Dans la foulée, il désigna le tapis, à côté du lit.
— Ces trois renfoncements en triangle… Ça ne te dit rien ?
Le jeune flic s’accroupit.
— On dirait… les traces d’un trépied ?
— Ouais. Crime filmé, probablement.
— C’est pas vrai.
Moh Wang s’orienta vers des tiroirs.
— A priori, Leroy loue ce loft depuis seulement deux mois. On a retrouvé des factures d’une agence immobilière du 17e. La première date de mars.
Vic arracha son masque, il étouffait. Il désigna le mur, derrière le lit.
— Et là, sur le poster, ce « 78/100 ». Une idée ? 78 sur 100 ? 78% ? 78 centièmes ?
Il se rapprocha de la photo. L’écriture des chiffres, bien droite, ne laissait transparaître ni peur, ni panique, ni colère.
— Trop tôt pour le dire, répondit Wang. Peut-être une note ? Moi, perso, j’aurais mis 100 sur 100. C’est mon genre, les bombasses blondes. Le problème, c’est que ça marche pas dans l’autre sens.
— Il avait laissé la craie ?
— Elle a cassé sur le sol et un morceau a roulé sous une armoire. Et c’est peut-être là sa connerie, parce qu’on a des empreintes partielles dessus. Pas vraiment exploitables pour le fichier, mais bon… Et puis arrête avec tes questions, ça me gave maintenant.
Dans le groupe, Wang entretenait une réputation de sanguin. Dès qu’il avait dû s’approcher de lui – un peu forcé, ils partageaient le même bureau −, Vic avait embrayé sur Céline, ses origines asiatiques, le Vietnam. Et lorsqu’il lui avait montré la photo de sa femme, le Chinois avait changé de ton.
— On se met en route, ordonna Wang. On doit traverser Paname, une franche partie de plaisir.
— Pour asticoter sa… nana, c’est ça ?
— Juliette Poncelet. Elle bosse dans le porno.
— Elle est actrice ?
— Tout dépend de la définition que t’en donnes. Attends… Viens voir deux minutes.
Vic s’avança vers l’ordinateur portable.
— On a fouillé dans les papiers, expliqua Wang. Cette Juliette Poncelet recevait déjà son courrier ici, elle allait sûrement bientôt emménager.
Il démarra une vidéo, qui secouaVic instantanément.
— Bon sang, arrête ça !
— C’est crade, hein ? Je comprends pas bien ce qu’un canon comme Leroy fichait avec un boudin pareil.

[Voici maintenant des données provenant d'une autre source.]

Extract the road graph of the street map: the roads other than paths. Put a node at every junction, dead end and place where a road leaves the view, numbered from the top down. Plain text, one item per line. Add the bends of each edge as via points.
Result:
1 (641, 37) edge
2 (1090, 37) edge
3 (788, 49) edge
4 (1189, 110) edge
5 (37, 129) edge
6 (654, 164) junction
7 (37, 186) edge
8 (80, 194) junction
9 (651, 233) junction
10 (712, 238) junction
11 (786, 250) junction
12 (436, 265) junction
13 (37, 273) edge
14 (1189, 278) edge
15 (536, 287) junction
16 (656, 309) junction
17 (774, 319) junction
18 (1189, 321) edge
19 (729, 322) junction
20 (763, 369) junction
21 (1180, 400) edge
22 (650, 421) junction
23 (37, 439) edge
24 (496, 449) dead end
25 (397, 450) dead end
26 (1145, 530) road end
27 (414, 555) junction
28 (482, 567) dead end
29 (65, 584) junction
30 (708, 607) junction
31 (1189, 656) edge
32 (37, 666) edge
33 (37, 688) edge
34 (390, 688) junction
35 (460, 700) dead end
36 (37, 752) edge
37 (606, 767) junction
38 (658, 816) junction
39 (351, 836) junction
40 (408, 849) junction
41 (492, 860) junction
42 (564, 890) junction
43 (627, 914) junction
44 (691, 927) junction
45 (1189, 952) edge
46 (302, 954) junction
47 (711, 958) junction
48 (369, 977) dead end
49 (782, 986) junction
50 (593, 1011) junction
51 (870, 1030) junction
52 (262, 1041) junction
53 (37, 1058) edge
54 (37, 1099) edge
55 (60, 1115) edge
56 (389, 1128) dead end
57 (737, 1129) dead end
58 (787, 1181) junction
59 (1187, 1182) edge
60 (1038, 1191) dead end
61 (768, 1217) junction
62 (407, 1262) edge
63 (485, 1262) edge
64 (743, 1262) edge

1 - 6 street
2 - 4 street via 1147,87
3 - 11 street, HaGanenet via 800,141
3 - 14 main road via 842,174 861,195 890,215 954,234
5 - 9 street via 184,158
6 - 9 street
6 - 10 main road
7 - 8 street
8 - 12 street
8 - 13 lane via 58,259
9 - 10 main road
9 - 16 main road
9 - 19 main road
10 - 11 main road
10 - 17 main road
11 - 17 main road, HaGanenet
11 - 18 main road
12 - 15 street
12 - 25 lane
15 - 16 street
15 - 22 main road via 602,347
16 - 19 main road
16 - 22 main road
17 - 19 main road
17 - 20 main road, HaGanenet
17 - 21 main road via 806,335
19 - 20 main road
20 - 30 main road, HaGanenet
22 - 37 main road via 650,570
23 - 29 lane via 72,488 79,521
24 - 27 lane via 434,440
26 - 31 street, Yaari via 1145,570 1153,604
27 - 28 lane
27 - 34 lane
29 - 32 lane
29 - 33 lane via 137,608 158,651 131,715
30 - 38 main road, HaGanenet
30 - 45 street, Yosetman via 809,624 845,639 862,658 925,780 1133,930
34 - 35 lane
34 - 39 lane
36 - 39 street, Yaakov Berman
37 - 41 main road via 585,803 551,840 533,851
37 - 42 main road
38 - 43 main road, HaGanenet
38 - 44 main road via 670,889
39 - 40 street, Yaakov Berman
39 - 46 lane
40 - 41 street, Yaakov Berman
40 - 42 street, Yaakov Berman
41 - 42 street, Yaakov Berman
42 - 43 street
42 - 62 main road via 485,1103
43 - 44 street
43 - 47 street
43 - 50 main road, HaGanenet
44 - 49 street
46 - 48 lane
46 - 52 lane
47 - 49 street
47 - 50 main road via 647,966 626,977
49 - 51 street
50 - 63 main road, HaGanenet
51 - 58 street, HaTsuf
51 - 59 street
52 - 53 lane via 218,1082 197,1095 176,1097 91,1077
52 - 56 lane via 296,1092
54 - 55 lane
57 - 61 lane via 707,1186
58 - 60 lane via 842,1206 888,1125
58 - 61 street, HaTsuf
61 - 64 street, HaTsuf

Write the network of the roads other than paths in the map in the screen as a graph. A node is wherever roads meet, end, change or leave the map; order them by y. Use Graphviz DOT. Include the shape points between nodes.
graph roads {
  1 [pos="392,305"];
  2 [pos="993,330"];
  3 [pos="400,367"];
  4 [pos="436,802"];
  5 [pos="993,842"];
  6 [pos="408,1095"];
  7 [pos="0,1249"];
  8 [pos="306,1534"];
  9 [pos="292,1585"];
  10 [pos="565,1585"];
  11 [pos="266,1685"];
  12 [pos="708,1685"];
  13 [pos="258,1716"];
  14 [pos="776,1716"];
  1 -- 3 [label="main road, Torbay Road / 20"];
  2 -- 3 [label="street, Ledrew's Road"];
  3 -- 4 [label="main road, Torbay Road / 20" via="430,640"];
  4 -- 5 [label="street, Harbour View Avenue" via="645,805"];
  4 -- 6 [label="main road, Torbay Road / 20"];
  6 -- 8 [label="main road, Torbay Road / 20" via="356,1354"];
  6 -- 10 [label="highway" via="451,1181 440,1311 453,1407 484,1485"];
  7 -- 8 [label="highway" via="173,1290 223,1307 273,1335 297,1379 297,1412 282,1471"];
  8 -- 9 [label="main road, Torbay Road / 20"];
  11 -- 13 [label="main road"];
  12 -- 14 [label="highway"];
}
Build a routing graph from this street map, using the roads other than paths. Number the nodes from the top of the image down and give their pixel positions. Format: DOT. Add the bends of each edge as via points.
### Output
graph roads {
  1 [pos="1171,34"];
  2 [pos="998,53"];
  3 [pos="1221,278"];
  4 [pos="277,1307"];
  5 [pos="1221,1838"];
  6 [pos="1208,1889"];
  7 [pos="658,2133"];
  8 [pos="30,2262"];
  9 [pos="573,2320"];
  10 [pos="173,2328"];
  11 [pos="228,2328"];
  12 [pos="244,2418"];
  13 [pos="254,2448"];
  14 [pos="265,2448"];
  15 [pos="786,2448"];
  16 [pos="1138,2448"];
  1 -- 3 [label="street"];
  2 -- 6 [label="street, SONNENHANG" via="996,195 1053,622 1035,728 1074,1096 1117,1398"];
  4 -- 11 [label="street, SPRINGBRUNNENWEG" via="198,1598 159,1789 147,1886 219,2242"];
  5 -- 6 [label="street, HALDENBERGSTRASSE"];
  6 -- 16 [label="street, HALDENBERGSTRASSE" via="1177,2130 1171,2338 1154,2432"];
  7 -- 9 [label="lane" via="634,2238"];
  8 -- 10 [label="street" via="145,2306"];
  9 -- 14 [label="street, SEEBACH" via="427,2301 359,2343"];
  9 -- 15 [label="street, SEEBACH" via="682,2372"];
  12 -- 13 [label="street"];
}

Wang éteignit l’écran et montra un agenda.
— Notre pute de luxe semblait avoir un carnet d’adresses plein à ras bord.
— Si le tueur n’a pas volé le carnet, c’est qu’il n’est pas client.
— Ben voyons. Ou alors, il est intelligent. Ça arrive rarement, mais ça arrive. Et il a laissé ces adresses pour se disculper.
— Il est entré comment ?
Wang fronça les sourcils. Son collègue leva les bras en l’air.
— OK, j’arrête. Porte fracturée, je suppose. J’ai vu en entrant.
— Tu vois, quand tu réfléchis… Faut toujours réfléchir avant de parler. Allez, on se tire. J’ai pas de bagnole, on prend la tienne.
— Je veux bien. Mais on se passera de gyrophare.